Si hay algo digno de análisis en la ceremonia de ayer —descontados los previsibles incidentes y las reacciones exageradas de algunos convencionistas— son las palabras de quien asumió la presidencia.
Elisa Loncón dijo que era posible —y esta sería la tarea de la Convención— refundar Chile haciéndolo transitar hacia un “país plurinacional, multicultural”, que reconozca derechos fundados en las identidades y “cuide los derechos de la madre tierra y limpie las aguas”. Pidió un minuto de silencio por los muertos de la ocupación de la Araucanía, las víctimas de la revuelta e instó por la libertad de quienes estaban privados de ella luego de octubre.
En otras palabras —y como consecuencia, sin duda, de lo emotivo del momento— incurrió en una petición de principio: dio por zanjado lo que le corresponde a la Convención discutir.
Todas las opiniones que en su discurso vertió la presidenta son, por supuesto, dignas de ser defendidas (y algunas de ellas discutidas); pero es obvio que parecen excesivas como discurso de instalación de quien fue escogida para conducir con imparcialidad un largo proceso de deliberación cuyos resultados —si se trata, en efecto, de una deliberación— no resulta correcto anticipar. Todo aquello por lo que abogó la presidenta a la hora de asumir debe ser fruto de una deliberación razonada que a la mesa directiva le corresponde garantizar, en vez de ser el punto de partida del quehacer de la Convención.
En otras palabras, la principal tarea de la directiva cuya conformación se completará hoy no consiste —en su calidad de tal— en abogar por alguno de los puntos de vista en juego, sino favorecer la expresión equilibrada de todos para así formar una voluntad común.

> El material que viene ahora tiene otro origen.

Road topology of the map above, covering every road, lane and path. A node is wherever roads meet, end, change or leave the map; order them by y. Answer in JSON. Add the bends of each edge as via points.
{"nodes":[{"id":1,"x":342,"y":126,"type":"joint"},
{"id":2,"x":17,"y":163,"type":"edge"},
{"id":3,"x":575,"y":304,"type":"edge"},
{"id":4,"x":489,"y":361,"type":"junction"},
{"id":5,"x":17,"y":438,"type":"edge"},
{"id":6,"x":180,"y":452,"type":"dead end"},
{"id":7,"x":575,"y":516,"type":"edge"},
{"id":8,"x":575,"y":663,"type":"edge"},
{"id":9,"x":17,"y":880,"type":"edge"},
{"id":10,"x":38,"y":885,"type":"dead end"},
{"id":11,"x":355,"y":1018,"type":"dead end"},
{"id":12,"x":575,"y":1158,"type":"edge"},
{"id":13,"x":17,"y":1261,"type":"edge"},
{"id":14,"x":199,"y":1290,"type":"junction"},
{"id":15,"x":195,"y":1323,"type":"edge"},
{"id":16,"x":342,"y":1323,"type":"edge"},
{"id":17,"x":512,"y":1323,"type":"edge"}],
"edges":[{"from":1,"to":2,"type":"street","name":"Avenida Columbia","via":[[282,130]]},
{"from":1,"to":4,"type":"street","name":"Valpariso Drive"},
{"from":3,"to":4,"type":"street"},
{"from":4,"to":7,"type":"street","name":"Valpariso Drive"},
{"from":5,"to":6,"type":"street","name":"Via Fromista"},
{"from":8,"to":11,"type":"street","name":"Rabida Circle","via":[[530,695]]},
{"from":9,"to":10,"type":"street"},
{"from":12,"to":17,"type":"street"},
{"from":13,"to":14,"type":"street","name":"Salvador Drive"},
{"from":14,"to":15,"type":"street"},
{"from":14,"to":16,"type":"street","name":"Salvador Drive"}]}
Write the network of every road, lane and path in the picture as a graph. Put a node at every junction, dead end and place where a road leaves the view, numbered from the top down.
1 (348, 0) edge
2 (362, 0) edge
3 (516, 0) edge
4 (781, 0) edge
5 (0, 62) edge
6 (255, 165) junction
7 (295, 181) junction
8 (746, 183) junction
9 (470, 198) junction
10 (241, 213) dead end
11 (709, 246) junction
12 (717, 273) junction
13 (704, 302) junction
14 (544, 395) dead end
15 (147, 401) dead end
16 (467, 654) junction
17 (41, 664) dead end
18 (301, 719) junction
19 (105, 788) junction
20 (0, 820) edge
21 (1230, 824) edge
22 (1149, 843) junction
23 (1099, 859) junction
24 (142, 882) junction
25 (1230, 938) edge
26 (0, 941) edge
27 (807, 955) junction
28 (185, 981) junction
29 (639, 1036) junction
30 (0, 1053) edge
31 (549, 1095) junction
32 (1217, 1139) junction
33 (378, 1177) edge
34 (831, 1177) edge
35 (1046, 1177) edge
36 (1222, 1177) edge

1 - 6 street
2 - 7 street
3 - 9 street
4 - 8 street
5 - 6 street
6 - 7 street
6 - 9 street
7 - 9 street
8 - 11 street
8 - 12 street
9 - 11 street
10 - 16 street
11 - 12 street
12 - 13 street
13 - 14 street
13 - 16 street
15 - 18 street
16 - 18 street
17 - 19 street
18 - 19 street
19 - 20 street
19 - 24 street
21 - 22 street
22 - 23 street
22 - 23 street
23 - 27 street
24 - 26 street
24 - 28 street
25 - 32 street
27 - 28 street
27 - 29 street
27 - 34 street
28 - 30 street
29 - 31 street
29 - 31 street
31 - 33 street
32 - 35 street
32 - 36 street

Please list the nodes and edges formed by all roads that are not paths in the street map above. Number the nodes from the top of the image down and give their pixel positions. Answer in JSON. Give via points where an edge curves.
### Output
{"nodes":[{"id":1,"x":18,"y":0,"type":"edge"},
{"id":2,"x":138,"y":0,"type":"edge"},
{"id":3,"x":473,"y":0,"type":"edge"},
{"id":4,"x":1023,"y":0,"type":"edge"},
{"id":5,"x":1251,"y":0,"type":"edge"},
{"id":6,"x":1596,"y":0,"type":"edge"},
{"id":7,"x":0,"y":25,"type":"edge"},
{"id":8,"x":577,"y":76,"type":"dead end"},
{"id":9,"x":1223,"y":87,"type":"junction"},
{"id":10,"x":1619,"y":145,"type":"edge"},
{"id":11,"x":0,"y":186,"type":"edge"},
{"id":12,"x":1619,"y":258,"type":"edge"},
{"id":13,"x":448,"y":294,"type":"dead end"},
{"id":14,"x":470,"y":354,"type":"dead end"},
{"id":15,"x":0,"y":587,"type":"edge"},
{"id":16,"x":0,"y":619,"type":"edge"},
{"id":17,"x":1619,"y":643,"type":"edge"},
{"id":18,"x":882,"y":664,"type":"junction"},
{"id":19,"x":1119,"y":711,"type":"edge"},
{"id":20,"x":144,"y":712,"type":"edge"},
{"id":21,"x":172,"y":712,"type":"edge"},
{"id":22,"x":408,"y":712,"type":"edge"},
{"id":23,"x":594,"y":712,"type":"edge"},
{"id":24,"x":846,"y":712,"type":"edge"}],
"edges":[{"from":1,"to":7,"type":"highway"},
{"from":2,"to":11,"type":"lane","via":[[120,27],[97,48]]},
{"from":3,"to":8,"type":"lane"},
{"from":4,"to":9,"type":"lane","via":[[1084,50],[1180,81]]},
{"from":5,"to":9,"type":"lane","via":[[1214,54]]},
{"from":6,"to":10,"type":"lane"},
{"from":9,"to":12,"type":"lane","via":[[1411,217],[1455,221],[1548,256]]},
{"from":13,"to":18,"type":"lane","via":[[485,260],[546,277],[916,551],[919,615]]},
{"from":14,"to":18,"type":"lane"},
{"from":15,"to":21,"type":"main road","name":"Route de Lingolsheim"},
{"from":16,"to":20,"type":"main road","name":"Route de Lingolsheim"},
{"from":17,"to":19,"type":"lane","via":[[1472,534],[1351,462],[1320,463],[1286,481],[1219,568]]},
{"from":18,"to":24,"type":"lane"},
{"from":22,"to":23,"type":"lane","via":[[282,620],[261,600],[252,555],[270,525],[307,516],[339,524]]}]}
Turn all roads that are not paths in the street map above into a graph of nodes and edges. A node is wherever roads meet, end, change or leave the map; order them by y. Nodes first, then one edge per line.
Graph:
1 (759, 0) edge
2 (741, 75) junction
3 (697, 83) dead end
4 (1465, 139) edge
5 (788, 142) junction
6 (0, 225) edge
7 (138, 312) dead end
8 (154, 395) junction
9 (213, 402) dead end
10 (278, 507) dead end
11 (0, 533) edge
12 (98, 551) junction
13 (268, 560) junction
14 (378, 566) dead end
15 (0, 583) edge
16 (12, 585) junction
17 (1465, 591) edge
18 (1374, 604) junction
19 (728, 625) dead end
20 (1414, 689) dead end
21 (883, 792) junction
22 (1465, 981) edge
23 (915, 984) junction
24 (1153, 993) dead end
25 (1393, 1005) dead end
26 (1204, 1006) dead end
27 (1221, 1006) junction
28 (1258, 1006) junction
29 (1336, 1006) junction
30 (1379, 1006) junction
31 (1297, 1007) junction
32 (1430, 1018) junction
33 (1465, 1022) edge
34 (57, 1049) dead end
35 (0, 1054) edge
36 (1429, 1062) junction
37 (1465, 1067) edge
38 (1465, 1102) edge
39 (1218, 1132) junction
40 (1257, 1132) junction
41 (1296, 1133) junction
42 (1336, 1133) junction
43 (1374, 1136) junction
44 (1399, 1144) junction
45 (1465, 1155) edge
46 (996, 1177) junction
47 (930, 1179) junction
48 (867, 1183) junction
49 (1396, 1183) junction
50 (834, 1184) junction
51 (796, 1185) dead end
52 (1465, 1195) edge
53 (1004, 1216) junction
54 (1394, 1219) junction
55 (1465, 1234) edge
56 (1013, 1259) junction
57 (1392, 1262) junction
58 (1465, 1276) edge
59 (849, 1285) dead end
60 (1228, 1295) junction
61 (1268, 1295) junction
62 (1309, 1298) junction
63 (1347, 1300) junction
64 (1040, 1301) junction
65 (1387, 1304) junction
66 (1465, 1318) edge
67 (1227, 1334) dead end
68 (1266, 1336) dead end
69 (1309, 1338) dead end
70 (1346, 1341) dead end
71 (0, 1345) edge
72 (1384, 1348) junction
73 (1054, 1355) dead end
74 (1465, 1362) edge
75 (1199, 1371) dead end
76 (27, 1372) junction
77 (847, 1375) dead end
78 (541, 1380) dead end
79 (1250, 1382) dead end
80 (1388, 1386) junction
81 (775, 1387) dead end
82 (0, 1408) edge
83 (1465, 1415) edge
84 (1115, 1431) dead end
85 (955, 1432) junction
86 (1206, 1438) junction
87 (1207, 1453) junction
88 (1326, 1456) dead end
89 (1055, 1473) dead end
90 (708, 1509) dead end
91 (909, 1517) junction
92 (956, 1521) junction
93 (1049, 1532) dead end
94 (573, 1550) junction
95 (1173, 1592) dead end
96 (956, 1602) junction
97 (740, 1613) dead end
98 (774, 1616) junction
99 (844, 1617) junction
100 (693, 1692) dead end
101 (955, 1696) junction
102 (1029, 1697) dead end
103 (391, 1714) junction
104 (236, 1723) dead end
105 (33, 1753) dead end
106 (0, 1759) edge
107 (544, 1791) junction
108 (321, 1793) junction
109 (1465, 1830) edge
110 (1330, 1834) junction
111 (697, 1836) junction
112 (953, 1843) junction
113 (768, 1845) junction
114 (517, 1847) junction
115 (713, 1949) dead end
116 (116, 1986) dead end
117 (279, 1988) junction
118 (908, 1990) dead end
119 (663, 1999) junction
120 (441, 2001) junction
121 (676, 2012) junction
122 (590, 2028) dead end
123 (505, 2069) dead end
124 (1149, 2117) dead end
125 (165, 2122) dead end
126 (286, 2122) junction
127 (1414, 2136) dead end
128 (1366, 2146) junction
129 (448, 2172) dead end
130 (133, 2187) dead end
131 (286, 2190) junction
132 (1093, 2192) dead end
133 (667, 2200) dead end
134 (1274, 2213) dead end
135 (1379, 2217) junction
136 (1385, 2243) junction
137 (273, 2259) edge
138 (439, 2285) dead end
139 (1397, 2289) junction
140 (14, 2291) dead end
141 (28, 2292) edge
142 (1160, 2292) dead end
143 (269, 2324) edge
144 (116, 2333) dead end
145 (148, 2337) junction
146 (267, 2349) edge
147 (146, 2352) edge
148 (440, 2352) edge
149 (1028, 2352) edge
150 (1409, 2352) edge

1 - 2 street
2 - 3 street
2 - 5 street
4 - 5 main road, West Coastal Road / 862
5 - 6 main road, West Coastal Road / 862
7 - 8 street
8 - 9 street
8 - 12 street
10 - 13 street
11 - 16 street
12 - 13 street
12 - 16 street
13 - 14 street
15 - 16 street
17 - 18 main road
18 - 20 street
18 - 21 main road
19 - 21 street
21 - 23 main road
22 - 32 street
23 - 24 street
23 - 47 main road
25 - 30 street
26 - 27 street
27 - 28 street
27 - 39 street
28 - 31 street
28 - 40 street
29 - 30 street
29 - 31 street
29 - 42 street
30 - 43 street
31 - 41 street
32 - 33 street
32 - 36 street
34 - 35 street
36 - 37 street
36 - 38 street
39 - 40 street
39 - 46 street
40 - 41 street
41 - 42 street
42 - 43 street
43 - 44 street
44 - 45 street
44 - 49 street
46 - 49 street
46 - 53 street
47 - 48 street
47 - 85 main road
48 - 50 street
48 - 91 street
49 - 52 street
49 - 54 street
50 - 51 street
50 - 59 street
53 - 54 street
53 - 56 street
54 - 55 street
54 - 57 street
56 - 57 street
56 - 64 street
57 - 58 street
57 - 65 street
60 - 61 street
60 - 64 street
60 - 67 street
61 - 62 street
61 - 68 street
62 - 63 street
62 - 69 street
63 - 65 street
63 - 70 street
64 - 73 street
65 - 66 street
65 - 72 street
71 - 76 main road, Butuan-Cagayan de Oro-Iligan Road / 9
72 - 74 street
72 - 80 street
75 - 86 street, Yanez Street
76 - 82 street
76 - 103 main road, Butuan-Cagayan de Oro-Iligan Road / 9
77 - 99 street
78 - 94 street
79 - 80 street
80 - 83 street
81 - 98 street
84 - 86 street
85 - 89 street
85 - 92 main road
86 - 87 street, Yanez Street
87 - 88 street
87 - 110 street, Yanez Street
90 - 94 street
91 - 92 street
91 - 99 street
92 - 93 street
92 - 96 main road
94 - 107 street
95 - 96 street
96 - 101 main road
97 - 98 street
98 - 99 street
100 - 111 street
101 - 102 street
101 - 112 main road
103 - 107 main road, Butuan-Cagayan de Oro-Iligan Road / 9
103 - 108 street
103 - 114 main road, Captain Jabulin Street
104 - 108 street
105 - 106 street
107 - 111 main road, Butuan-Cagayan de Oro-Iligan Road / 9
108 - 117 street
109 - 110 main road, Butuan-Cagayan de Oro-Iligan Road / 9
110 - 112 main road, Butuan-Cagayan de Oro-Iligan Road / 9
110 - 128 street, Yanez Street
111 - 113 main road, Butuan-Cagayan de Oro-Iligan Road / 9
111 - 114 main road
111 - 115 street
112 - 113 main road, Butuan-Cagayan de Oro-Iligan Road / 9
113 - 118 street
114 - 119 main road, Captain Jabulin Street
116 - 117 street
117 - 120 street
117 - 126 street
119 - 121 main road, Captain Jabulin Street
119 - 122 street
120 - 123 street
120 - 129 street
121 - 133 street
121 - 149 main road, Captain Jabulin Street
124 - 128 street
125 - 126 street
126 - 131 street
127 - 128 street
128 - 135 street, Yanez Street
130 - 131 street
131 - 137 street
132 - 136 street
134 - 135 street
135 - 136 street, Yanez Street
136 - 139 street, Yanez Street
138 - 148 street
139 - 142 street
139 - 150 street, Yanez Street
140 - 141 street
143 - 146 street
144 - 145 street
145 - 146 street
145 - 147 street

La Convención Constitucional que se instaló ayer —y en la que todos cifran esperanzas— es, por decirlo así, un bien procedimental. Sus virtudes derivan del hecho que mediante ella se instituye un procedimiento imparcial que sin dar ninguna ventaja ex ante a ninguno de los partícipes, permite que todos los puntos de vista tengan la oportunidad igual de persuadir a los demás, única forma de que, a su vez, tengan el deber de dejarse persuadir cuando las razones así lo demanden. Dicho de otro modo, lo que la ciudadanía decidió en el plebiscito fue un camino y no una meta, un procedimiento y no un resultado, una forma de zanjar puntos de vista opuestos, no de asignar por anticipado y ex ante el triunfo a ninguno.
¿Reconocerá Chile su carácter pluricultural?, ¿se concebirá la relación con el medio ambiente como una relación maternal?, ¿deberá la Convención establecer derechos derivados de las identidades múltiples que los ciudadanos pueden esgrimir?, ¿habrá que refundar Chile? Todas esas no son metas que la convención debe alcanzar, objetivos que deba necesariamente perseguir, sino preguntas a responder luego de un procedimiento donde todos los puntos de vista deben ser evaluados. Por supuesto, es posible, atendidas las fuerzas en juego, predecir las respuestas; pero ello es distinto a darlas por sentadas o instituirlas como metas explícitas por parte de la directiva.
Y eso es lo que hizo la presidenta. Y es de esperar que no lo repita la directiva que hoy se conformará.
Ese carácter procedimental de la Convención —ser un bien, si se quiere, cuyas virtudes son una mera forma y no un contenido— impone especiales deberes a la directiva que se instale, cuyos miembros tienen un deber de imparcialidad no por supuesto a la hora de discutir o debatir en tanto convencionales, sino cuando ejerzan el cargo directivo que se les confiere. Conducir una Convención impone, en otras palabras, una cierta servidumbre que no inhibe las propias opiniones, pero obliga a manifestarlas en condiciones de un debate igual, sin darlas por aceptadas por el hecho de ser elegida o elegido como integrante de la directiva.
Por eso, al margen de lo importante y significativo que resulta que una mujer mapuche presida la convención —algo que hay que celebrar con sobriedad y sin deslizarse hacia el paternalismo—, ello no debe inhibir el deber de subrayar en qué consiste la Convención y cuáles son los deberes de quienes la conducen.